An estimated US$1 trillion reportedly flowed out of China last year, marking the largest annual capital outflow since 2006, Bloomberg reports.
In a move to stem the capital flight, regulators have stated that “illegal” existing accounts must be rectified or liquidated within two years.
CSRC details broker fines
The specific regulatory actions were outlined in a separate report by CNA.
The China Securities Regulatory Commission (CSRC) has reportedly joined forces with the central bank and the public security ministry to launch a two-year campaign targeting illegal overseas securities operations.
Under this joint probe, authorities have proposed a 1.85 billion yuan fine against Hong Kong-registered brokerage Futu.
UP Fintech, which operates Tiger Brokers, faces a 308.1 million yuan penalty and the confiscation of 103.1 million yuan in alleged illegal income, CNA says.
Both Futu and UP Fintech stated they have ceased opening new accounts for mainland identity holders and are complying with rectification demands.
Mainland Chinese clients account for roughly 13% of Futu’s total customer base, according to CNA.
Analysts warn of liquidity impact
Analysts have warned of a potential liquidity impact on Hong Kong’s financial markets.
Citic Securities estimates that the enforcement could affect up to HK$250 billion in assets held in the city, according to Bloomberg.
Futu alone holds an estimated HK$150 billion to HK$180 billion of those funds. The brokerage has been a major driver of local market activity, having underwrote 30 initial public offerings in Hong Kong this year, Bloomberg said.
Some investors are reportedly transferring their offshore assets to traditional institutions like HSBC and Bank of China, Bloomberg notes.
These banking institutions remain permitted to facilitate cross-border trading through official custodian transfers.
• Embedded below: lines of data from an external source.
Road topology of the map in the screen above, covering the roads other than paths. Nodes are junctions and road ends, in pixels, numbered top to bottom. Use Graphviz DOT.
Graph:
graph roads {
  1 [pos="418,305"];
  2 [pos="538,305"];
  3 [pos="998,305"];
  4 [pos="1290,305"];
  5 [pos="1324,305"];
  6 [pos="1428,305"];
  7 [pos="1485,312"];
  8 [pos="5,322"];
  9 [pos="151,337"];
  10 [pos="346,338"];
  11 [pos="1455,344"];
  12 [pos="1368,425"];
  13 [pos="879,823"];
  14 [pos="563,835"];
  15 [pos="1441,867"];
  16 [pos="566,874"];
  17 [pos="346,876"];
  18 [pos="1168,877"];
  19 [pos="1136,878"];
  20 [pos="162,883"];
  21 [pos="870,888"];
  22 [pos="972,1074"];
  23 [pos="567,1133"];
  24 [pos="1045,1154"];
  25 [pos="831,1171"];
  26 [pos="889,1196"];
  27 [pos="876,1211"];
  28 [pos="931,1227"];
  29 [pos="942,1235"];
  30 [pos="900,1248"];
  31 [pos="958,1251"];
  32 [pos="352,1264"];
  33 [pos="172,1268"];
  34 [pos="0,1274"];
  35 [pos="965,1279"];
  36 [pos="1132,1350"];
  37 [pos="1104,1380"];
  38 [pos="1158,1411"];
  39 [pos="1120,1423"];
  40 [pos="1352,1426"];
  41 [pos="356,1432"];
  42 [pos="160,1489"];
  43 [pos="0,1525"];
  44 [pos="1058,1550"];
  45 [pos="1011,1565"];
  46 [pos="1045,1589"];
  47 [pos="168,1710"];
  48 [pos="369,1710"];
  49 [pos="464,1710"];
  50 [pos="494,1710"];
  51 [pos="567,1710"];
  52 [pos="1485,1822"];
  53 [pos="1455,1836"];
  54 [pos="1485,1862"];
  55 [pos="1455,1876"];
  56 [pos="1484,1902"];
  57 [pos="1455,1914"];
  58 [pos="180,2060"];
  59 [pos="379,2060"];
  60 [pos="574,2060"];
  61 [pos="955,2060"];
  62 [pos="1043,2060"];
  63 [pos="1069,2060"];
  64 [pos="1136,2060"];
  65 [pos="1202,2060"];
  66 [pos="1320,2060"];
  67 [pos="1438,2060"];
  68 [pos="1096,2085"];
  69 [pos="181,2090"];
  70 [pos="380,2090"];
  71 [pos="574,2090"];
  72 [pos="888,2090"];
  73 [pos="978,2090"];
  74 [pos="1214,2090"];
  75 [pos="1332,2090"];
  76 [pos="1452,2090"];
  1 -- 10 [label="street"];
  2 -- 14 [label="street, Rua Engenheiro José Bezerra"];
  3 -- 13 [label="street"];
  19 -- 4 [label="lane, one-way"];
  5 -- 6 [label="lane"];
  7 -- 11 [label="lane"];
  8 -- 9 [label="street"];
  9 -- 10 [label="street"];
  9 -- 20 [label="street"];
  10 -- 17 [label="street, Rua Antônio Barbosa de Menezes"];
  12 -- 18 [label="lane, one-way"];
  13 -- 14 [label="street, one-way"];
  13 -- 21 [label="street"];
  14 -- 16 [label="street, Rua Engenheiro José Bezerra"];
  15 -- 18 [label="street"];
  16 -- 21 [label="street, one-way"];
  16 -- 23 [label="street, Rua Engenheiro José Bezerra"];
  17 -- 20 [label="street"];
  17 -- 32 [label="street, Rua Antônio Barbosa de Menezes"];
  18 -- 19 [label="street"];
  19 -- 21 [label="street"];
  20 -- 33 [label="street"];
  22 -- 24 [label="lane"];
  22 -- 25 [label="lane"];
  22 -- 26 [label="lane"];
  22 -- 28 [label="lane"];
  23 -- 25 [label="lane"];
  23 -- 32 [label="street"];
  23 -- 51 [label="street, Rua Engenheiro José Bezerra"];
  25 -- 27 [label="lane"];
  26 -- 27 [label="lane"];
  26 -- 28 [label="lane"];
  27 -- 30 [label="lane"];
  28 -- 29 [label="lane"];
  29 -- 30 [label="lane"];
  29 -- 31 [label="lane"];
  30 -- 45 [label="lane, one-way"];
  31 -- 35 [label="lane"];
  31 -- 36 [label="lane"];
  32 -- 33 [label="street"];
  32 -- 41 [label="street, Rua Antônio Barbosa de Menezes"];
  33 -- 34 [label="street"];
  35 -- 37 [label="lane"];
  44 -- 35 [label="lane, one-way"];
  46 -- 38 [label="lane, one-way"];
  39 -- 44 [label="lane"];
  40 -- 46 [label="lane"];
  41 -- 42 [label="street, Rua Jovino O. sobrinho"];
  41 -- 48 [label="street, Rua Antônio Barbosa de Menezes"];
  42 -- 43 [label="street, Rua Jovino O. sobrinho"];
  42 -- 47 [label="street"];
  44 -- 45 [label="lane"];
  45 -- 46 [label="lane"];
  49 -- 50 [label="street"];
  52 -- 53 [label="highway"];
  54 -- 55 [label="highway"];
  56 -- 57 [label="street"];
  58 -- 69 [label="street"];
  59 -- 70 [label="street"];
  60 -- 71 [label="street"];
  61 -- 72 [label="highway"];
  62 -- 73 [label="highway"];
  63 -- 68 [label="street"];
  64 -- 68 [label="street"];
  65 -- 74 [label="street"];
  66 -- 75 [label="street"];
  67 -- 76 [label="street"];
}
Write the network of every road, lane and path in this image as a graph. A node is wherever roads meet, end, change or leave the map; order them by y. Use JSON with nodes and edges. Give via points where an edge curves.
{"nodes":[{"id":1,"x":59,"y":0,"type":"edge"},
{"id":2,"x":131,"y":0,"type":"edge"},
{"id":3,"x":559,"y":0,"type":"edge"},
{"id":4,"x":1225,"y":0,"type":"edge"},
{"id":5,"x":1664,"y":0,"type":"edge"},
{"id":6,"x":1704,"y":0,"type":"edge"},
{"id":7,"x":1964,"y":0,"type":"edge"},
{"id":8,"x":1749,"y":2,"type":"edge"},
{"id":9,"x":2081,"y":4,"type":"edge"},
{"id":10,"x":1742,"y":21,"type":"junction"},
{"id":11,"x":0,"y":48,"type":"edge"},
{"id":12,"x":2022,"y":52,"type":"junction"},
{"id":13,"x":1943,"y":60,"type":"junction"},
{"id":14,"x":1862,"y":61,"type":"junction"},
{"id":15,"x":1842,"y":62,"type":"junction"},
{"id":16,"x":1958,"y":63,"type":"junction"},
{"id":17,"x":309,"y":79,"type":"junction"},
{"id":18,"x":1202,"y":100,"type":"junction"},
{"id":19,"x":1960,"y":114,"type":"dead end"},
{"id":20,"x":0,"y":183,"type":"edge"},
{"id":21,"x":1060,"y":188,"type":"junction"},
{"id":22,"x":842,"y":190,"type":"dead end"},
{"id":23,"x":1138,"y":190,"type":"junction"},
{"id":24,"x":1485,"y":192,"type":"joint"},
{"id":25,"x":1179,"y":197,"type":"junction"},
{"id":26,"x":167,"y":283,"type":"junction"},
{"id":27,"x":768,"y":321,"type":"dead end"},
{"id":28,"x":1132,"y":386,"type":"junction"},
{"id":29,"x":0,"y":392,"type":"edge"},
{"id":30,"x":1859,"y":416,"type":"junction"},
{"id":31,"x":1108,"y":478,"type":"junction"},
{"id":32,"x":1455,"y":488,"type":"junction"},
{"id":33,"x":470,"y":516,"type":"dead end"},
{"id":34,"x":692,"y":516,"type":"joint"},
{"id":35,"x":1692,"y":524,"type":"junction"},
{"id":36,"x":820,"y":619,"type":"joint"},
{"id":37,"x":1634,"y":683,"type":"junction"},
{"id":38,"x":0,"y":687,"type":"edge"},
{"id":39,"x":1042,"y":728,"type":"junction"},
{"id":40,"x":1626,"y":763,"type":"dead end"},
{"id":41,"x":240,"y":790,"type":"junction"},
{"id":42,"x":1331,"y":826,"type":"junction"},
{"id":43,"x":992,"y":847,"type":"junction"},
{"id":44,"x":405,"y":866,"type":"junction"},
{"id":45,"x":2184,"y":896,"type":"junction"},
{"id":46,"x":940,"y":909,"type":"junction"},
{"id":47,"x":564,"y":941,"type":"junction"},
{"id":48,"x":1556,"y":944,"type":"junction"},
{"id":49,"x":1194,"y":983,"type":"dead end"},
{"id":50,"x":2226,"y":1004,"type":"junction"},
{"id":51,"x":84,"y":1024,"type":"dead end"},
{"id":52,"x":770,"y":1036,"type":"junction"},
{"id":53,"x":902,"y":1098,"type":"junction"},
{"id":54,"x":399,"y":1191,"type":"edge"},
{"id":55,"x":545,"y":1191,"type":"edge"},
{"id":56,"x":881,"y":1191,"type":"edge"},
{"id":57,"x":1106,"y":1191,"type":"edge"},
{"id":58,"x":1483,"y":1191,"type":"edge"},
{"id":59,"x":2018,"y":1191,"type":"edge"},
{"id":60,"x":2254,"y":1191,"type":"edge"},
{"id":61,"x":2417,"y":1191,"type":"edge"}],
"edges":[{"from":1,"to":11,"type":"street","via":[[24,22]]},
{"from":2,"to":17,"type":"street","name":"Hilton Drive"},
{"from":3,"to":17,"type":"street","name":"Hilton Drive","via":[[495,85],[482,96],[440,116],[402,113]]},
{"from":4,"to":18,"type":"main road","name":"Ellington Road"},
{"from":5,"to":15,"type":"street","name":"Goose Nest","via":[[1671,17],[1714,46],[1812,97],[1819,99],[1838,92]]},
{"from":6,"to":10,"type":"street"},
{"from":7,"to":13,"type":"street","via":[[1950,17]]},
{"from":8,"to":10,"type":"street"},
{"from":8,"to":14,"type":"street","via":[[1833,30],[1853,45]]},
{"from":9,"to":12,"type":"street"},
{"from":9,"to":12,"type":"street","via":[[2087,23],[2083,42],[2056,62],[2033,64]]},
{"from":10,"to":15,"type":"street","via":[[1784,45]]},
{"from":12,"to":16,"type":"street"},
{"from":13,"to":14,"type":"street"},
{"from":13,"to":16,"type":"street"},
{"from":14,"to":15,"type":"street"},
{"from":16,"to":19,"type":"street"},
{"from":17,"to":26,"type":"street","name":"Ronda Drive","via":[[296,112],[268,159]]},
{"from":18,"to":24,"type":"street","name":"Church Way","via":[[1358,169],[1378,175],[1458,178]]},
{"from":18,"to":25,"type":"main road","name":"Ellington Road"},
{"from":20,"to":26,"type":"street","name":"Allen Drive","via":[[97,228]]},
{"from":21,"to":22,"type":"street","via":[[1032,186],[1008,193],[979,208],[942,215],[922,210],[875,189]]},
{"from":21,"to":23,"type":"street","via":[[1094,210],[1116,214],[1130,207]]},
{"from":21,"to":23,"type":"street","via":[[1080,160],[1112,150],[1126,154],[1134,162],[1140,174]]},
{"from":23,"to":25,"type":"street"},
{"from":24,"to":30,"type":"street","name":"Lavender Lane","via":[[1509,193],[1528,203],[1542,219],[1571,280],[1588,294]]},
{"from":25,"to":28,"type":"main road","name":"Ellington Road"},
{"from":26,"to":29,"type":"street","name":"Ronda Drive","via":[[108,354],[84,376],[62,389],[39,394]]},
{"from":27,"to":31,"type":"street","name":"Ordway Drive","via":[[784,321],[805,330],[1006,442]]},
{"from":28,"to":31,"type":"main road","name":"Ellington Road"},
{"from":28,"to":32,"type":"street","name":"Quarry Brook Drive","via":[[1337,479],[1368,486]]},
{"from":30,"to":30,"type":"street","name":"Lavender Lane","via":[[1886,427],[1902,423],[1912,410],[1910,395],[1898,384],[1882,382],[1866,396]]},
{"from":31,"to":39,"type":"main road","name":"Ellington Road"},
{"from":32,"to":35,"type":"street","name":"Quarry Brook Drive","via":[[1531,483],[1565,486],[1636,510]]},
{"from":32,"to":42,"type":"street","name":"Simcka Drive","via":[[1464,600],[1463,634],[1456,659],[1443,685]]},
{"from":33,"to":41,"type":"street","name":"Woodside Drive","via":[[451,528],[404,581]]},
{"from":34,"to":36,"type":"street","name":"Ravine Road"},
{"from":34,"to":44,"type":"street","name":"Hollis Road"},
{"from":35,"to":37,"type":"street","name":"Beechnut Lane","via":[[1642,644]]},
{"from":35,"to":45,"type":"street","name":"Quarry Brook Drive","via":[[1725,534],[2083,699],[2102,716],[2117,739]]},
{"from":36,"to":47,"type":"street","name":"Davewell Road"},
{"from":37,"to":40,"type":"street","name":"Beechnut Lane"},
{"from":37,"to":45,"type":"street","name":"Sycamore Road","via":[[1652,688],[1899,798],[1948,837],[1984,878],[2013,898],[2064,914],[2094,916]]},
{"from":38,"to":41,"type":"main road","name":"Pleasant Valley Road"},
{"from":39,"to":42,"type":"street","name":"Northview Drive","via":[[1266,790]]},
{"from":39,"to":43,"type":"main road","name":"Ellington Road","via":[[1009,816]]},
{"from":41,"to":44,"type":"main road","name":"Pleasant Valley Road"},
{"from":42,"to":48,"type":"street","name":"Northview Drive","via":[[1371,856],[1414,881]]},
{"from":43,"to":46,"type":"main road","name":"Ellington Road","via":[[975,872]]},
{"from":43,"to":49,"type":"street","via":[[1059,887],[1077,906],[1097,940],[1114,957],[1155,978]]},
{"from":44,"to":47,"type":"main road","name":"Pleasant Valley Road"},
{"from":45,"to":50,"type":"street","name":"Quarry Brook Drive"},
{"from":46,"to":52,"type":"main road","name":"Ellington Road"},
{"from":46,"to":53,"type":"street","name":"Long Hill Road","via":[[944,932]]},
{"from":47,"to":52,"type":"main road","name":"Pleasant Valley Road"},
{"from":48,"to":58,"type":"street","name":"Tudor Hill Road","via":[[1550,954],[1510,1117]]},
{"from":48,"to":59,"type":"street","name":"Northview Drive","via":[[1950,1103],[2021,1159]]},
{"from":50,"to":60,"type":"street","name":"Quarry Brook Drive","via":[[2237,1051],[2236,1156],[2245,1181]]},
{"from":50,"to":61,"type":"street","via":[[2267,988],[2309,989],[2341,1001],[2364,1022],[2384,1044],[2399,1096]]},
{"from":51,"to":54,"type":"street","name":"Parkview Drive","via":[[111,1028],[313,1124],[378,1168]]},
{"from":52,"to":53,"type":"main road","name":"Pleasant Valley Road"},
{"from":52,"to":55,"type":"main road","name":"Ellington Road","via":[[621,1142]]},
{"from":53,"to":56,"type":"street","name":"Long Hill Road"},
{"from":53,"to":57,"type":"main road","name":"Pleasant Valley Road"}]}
Retail investor sentiment reflects the growing market uncertainty.
“China is concerned of more capital outflows so it is shutting the cross-border trading channel and forcing the funds back to domestic markets,”
said Richard Wang, a US-based investor who Bloomberg reports liquidated his holdings following the announcement.
CNA said that regulators view the enforcement as necessary to gain full control of capital outflows and block loopholes, according to Kelvin Lam, a China-focused economist at Pantheon Macroeconomics.